• [YOUR GOAL] Return all lines from the listing below in which the string "road" occurs.

• [INPUT FOR THIS TASK]
————————
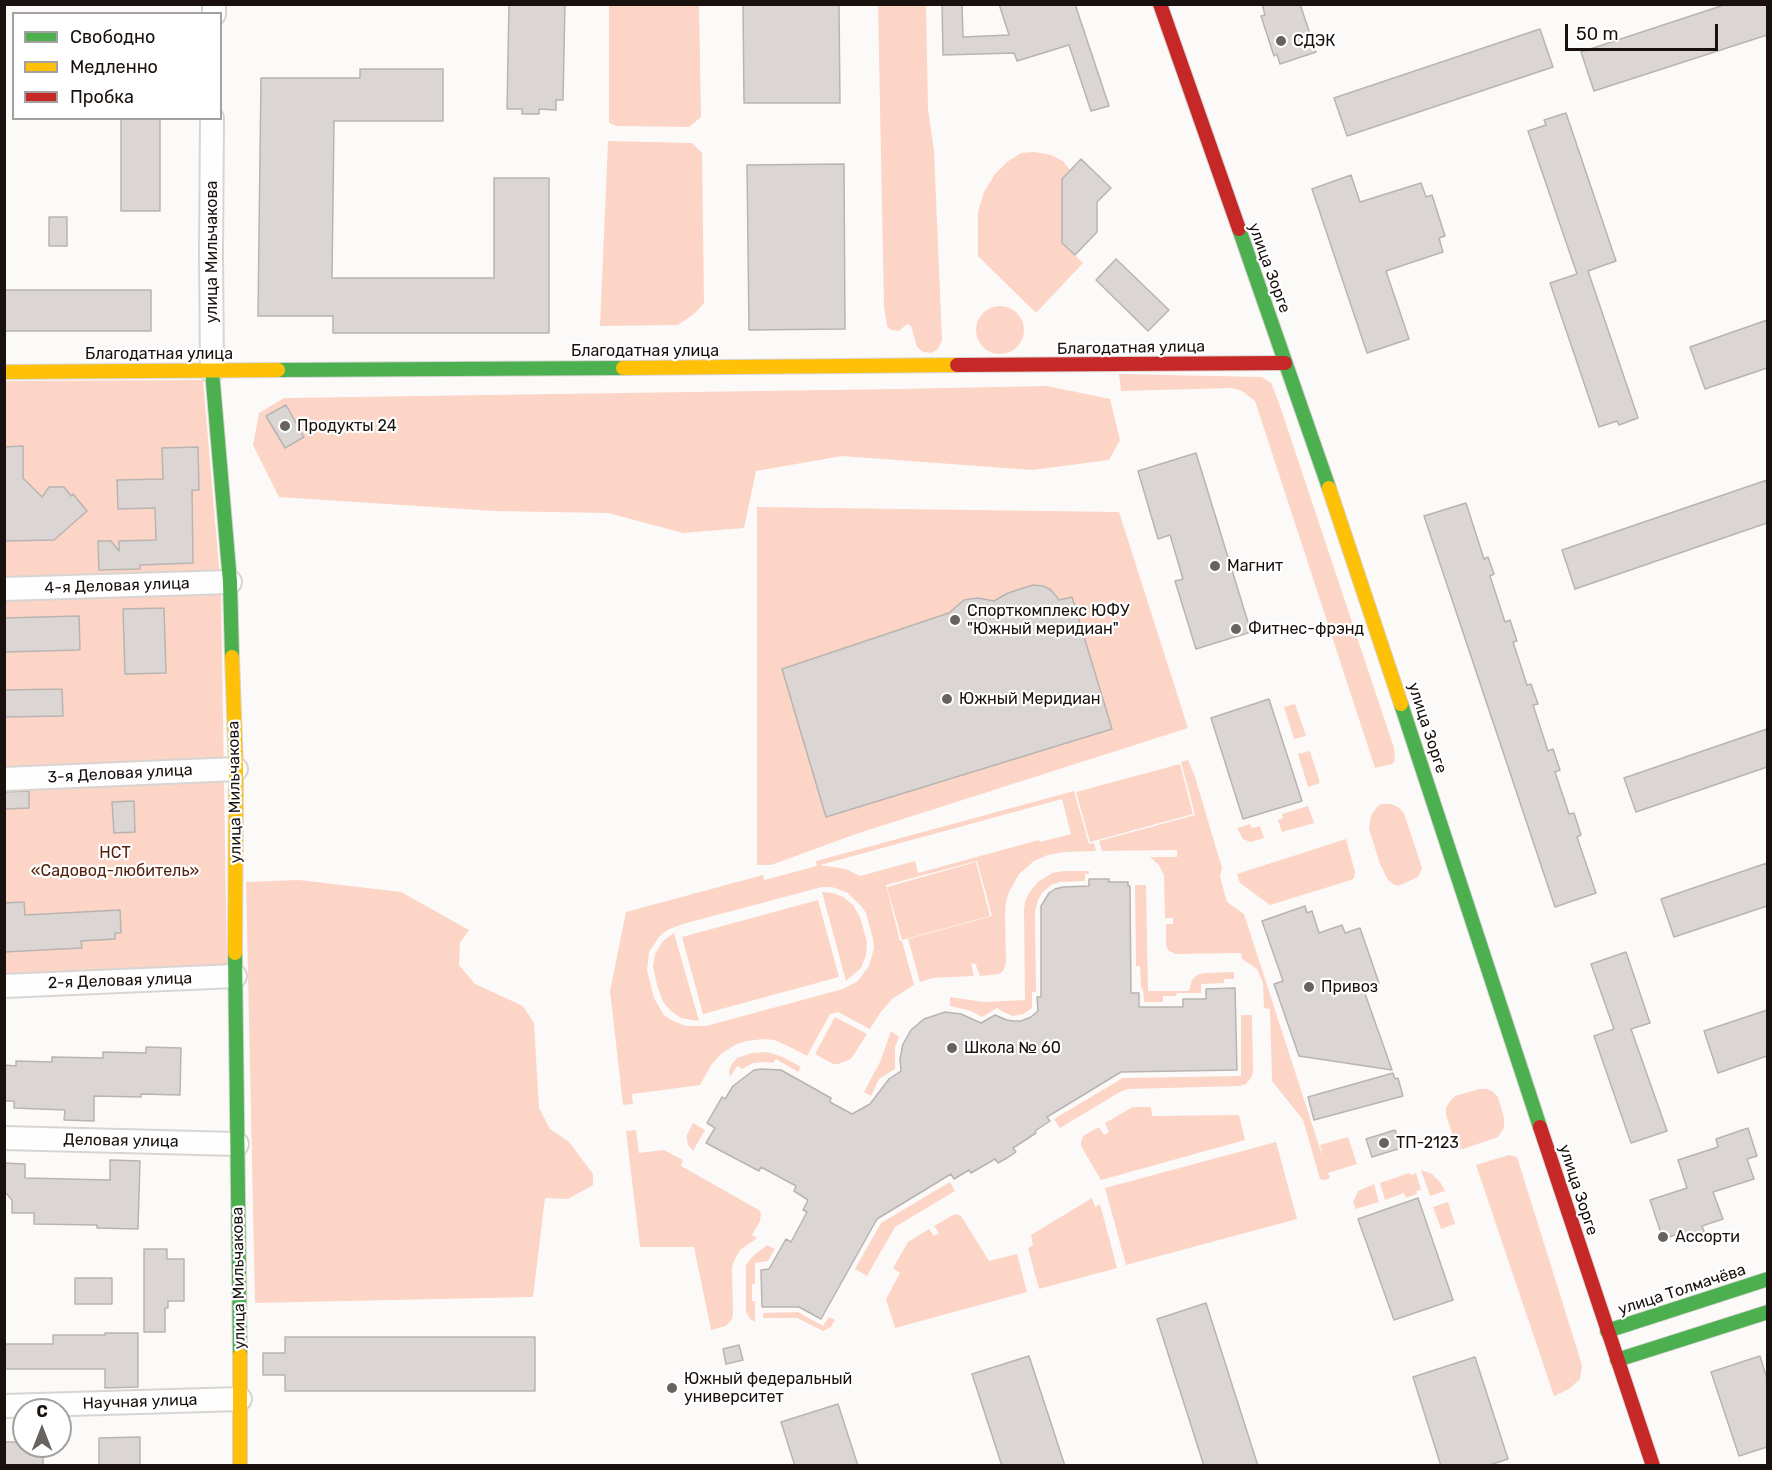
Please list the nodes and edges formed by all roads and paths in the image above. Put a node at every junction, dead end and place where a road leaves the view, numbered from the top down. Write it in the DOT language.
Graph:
————————
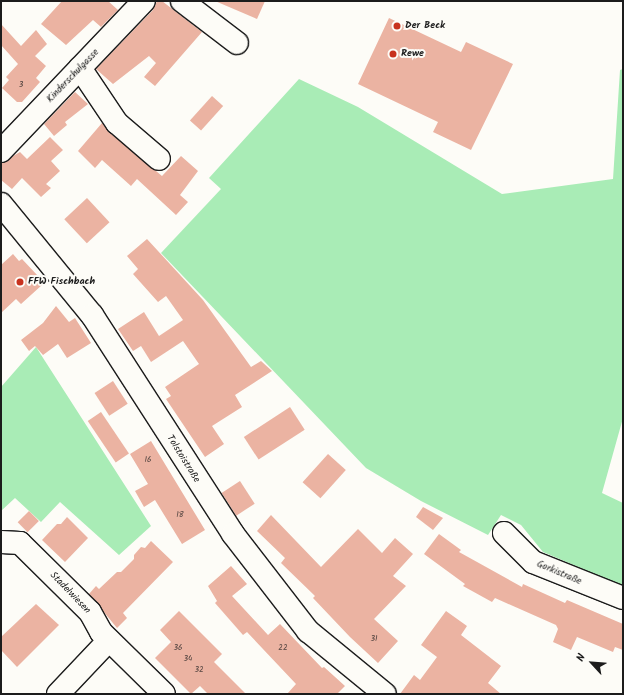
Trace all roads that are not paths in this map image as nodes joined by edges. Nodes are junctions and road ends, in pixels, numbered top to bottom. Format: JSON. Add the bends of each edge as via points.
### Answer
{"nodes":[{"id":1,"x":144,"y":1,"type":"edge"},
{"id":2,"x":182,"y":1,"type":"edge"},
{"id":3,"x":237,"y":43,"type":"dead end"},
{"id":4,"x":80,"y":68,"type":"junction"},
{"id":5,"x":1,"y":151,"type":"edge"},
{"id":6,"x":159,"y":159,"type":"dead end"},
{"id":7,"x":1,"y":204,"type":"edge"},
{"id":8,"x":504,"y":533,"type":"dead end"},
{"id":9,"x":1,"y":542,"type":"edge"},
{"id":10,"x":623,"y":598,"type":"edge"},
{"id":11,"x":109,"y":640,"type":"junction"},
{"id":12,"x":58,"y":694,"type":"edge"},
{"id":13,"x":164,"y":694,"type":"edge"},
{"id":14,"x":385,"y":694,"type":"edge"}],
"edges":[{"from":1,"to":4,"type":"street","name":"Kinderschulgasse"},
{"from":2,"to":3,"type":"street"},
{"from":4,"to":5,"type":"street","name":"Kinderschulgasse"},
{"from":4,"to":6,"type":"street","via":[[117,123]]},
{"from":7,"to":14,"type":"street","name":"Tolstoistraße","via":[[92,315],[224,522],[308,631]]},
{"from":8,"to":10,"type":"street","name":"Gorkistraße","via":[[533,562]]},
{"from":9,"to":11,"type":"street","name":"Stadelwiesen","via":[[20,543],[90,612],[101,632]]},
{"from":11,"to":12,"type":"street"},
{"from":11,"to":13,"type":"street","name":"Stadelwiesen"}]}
————————
• [YOUR RESPONSE]
Please list the nodes and edges formed by all roads and paths in the image above. Put a node at every junction, dead end and place where a road leaves the view, numbered from the top down. Write it in the DOT language.
Trace all roads that are not paths in this map image as nodes joined by edges. Nodes are junctions and road ends, in pixels, numbered top to bottom. Format: JSON. Add the bends of each edge as via points.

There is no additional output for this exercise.